I am another huge fan of ESB 1968, It's is my house strain. It flocculates amazingly, and attenuates in the mid to low 70's% on average. It will ferment solidly at 60 F and be done in 3 to 5 days. If you want a classic English style with the appropriate ester profile, ferment a little warmer, if you want "clean" ferments stay a little cooler. I have used this yeast on stouts, mild's, ESB's, porters, ambers, etc., by keeping an eye on my mashing temps, I have been able to hit the F.G.'s I want just about every time. I am still learning of course, and will find another strain I like i am sure at some point later.
 
What styles would you recommend it in? I recently made a bitter and split the batch between 002 and 005. Side by side, I preferred the ester profile of the 002 (although I admit being partial to 002's flavor and aroma profile, so my observations are by no means objective.

As bierhaus15 has stated, Ringwood is an extremely versatile yeast strain. However, it's not a beginner's yeast strain. Care needs to be taken when propagating it from a smack pack. For best performance, one should step the smack pack to 250mls of 1.030 boiled and cooled wort and then to two liters of 1.030 boiled and cooled wort before pitching into five gallons of wort. Ringwood requires higher than normal dissolved oxygen levels. Starters should be well aerated, preferably with pure 02.

Being of Yorkshire origin, Ringwood is a yeast strain the works best in open fermentors. It will work in a carboy, but it likes to be exposed to air. I used to ferment using a psuedo-open fermentor that was nothing more than a sanitized 10-gallon Vollrath stock pot and lid (Vollrath pots have welded handles; therefore, the inside of the pot is smooth and easy to clean). The lid can be removed after fermentation is underway. The thick yeast cake on top of the wort will continuously turn itself over.

The open fermentors in breweries designed by Peter Austin and built by Alan Pugsley are glycol cooled and have a shower head that sprays the fermenting wort up into the air like a fountain to rouse the yeast. The Austin/Pugsley fermenting process calls for rousing the yeast on the second day of fermentation.
 
I may have to look into this strain. I don't use open fermenters, but I do use pure O2, tightly control my pitching and ferment temps, and I can my own starter wort (in the 1.030 to 1.034 range). I have enough small to mid-size vessels to do multi-step starters.

Is the 005 just the white labs version of Ringwood? I can't get wyeast as easily at my LHBS
 
It crapped out early on my barleywine, although I expected as much. I just added some hungrier yeast and it finished the job. I'd hate to have to do that all the time though.

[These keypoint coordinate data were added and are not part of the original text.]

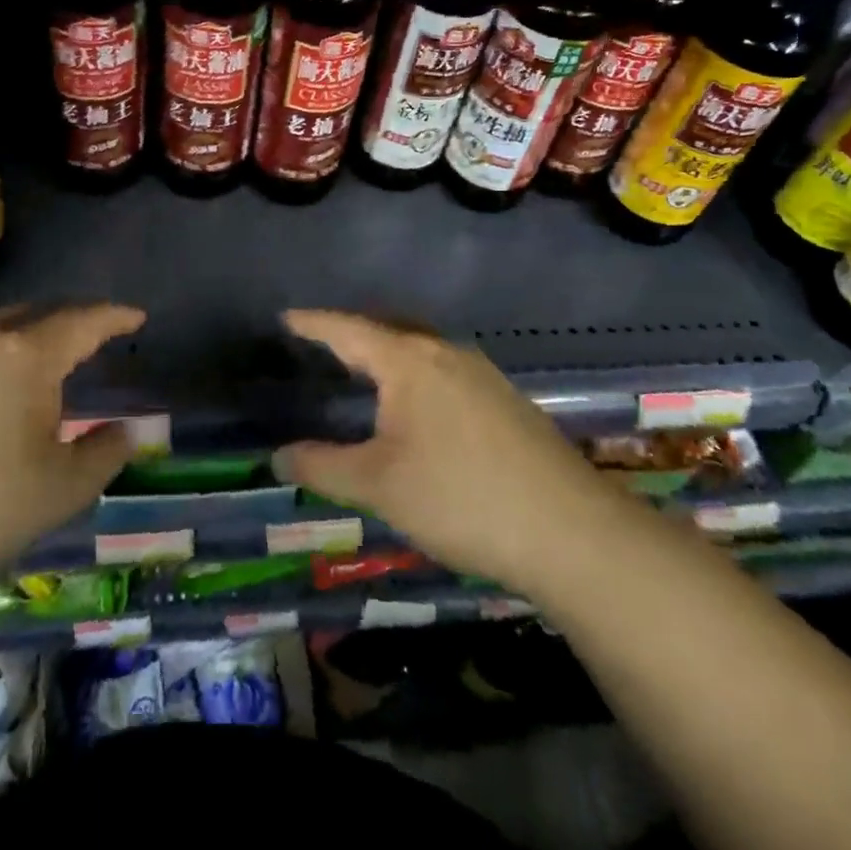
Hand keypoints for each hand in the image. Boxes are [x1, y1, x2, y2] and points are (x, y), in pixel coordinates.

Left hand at [0, 304, 144, 594]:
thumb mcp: (61, 491)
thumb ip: (104, 453)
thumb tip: (126, 430)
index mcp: (27, 356)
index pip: (83, 322)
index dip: (115, 316)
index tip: (136, 317)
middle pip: (36, 315)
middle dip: (70, 321)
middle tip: (92, 339)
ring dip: (24, 342)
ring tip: (40, 371)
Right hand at [274, 310, 614, 588]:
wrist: (572, 532)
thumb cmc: (460, 498)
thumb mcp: (378, 486)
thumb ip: (322, 467)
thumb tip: (278, 457)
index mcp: (409, 361)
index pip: (348, 330)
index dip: (313, 324)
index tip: (286, 317)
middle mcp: (446, 353)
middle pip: (388, 330)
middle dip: (352, 334)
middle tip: (320, 344)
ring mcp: (482, 373)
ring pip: (421, 349)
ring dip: (388, 354)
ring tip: (363, 371)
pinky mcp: (505, 399)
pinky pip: (445, 370)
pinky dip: (416, 374)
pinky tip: (418, 406)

I went back and looked at my mash temps. My Amber was 149F. The Stout was 154F. Maybe London III needs a sub-150F mash temp to counteract the lower attenuation.
 
Is the 005 just the white labs version of Ringwood? I can't get wyeast as easily at my LHBS

I have been out of the amateur brewing loop for over ten years, but amateur brewers who I know that have continued to brew believe that 005 descends from the one of the slants that I passed around the amateur brewing community in '94 and '95.